On May 28, 12:48 pm, "Dan Upton" <[EMAIL PROTECTED]> wrote:
> there's no reason "set" itself
> should throw any sort of error in the sense of an exception--in a
> statement like "Set x to SomeFunctionThatCanBlowUp()", the semantics
> should clearly be that the error comes from the function.  In a simple
> addition statement, that makes no sense.

For example:

  Set z to catch(somefunctionthatmightblowup(...)).
  If catch(set x to y+z.) < 0.1 then go to tinyanswer.

Or something like that.  Or if you change the + to a / and z is 0.0,
for example, then it could cause a divide-by-zero exception.  There is
no guarantee that the + won't cause an exception, given that there is
no guarantee that y and z are both numeric.

> However, I think overloading your catch error types to include objects
> (or integral values, I guess, your example below isn't clear) along
> with real values (ignoring the bit above about whether floating-point
> assignment could throw an error) makes things confusing.

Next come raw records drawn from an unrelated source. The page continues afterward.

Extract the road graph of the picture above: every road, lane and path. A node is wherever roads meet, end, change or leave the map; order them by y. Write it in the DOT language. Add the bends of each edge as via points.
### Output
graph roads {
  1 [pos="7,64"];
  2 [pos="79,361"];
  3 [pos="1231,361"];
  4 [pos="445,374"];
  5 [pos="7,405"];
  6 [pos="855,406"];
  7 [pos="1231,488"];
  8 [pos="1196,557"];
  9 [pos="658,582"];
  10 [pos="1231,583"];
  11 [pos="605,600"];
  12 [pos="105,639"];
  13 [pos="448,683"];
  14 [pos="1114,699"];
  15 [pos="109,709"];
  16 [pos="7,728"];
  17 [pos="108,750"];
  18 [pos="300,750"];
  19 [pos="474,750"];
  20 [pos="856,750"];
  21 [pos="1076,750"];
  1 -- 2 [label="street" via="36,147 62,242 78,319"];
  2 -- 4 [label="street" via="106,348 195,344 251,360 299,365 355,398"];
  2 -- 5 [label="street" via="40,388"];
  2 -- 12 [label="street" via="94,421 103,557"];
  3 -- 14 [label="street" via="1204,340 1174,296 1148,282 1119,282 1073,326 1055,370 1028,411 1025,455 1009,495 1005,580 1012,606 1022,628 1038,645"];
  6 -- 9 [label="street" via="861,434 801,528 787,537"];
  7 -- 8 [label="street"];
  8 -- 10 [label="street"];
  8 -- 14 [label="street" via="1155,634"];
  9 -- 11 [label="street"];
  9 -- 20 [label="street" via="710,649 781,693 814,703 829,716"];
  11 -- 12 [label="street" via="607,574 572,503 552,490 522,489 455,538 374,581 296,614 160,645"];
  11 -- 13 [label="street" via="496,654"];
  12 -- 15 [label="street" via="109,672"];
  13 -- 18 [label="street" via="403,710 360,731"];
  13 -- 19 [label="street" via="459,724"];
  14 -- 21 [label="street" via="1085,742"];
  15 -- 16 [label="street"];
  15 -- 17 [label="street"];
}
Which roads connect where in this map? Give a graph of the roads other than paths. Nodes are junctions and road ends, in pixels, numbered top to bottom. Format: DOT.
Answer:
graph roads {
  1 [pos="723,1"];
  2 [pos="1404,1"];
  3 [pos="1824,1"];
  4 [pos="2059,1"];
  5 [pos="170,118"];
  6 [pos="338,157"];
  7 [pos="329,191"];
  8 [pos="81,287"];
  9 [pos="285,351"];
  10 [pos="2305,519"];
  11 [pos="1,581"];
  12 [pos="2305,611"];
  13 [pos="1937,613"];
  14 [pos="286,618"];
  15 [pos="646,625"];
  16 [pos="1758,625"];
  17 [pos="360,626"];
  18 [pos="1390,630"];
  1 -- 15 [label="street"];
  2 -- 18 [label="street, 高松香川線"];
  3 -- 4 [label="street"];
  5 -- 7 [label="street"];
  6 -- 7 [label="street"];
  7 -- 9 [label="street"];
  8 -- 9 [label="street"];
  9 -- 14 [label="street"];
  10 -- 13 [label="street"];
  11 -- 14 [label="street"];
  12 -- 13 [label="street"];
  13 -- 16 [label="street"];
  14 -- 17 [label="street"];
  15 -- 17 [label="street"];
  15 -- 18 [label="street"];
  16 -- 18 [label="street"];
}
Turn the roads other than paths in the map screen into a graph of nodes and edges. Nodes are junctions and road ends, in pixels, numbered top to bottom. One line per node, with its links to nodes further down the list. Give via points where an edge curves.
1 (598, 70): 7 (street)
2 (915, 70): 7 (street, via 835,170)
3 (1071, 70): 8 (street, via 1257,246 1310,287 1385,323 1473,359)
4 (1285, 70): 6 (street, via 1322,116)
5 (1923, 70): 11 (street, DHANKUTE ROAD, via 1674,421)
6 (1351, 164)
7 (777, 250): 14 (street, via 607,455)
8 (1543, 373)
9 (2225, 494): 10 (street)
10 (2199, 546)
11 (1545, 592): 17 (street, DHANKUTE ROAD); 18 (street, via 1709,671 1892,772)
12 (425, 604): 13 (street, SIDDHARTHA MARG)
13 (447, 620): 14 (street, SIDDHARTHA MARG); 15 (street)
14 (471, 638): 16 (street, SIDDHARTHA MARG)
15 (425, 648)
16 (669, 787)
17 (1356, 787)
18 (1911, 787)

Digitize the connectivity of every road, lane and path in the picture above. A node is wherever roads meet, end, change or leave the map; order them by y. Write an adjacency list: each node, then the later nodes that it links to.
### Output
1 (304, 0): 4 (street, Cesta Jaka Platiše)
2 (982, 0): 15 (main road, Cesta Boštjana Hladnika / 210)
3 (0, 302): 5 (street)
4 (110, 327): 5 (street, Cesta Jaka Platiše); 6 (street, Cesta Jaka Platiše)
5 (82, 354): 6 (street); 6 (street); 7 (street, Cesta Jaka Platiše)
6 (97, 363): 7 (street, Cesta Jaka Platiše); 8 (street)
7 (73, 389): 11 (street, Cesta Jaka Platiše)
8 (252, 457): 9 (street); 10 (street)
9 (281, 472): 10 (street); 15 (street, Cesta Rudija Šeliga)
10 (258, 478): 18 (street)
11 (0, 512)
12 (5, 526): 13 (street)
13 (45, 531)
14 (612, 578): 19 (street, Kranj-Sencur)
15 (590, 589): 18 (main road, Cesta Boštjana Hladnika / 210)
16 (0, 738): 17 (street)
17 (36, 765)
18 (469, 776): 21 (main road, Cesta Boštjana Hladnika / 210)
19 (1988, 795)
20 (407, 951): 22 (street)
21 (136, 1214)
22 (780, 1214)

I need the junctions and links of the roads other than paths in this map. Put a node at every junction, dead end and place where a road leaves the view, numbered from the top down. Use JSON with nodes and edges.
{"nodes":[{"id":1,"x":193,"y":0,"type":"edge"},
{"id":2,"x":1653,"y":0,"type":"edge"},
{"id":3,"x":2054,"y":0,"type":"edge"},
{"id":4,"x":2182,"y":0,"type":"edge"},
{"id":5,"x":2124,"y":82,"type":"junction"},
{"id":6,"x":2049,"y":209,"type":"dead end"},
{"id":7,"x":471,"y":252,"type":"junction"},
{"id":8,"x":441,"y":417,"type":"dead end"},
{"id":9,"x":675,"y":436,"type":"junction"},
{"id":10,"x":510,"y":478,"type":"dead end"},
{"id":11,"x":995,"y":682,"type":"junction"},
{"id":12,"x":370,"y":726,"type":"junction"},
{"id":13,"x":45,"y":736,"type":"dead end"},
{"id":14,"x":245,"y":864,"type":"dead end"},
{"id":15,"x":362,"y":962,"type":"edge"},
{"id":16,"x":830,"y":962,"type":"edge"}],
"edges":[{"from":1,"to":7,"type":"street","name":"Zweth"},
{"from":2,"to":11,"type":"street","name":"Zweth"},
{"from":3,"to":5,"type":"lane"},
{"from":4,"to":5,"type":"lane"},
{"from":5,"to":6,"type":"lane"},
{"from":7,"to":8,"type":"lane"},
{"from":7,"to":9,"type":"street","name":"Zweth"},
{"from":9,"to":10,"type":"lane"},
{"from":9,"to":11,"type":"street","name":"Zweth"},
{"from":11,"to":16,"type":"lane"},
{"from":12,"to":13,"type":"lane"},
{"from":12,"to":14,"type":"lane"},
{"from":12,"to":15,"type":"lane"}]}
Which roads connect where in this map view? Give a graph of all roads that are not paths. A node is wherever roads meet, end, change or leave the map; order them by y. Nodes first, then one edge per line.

Catch doesn't return just error types or numbers, it can return any
object returned by the statements that are being caught; catch doesn't
care what type they are.  For example:

  Writeline catch(set x to "hello world".).

will write "hello world".

> It's nice
> that "catch(stuff)" indicates that there's one or more statements
> inside, but so does indentation in Python, bracketing in C/C++,
> Begin/End in <insert language here>, and so forth, ...

Except that in those languages, I don't think that the indentation,
bracketing, Begin/End, etc, can be used in expressions.  Catch can.
For example, catch will return the final value of z:

If catch(Set x to y+z. Set y to x+z.  Set z to 1/(x+y).) < 0.1 then go
to tinyanswer.

> Beyond that,
> I think you would want a good mechanism for comparing ranges of values
> if you want to make exceptions/errors real-valued.

I am thinking that exceptions/errors should have any kinds of values
the programmer wants to give them.  Some people prefer error numbers,
some prefer error messages, some prefer error identifiers, etc.  I am
thinking that the Error function should simply take a list of whatever
objects the user wants to throw, and throw them.  For example, if the
programmer wanted an error number and an error message for a
particular error:

  If x < 10 then throw error(10, "Please enter a number >= 10").

They could then do something like:

  Set result to catch(funtionthatcouldblowup(...)).
  If result is an error then if result(1) = 10 then writeline
result(2).

Thank you for your comments, they are helping me to clarify my own
thinking on error handling in general and on catch in particular.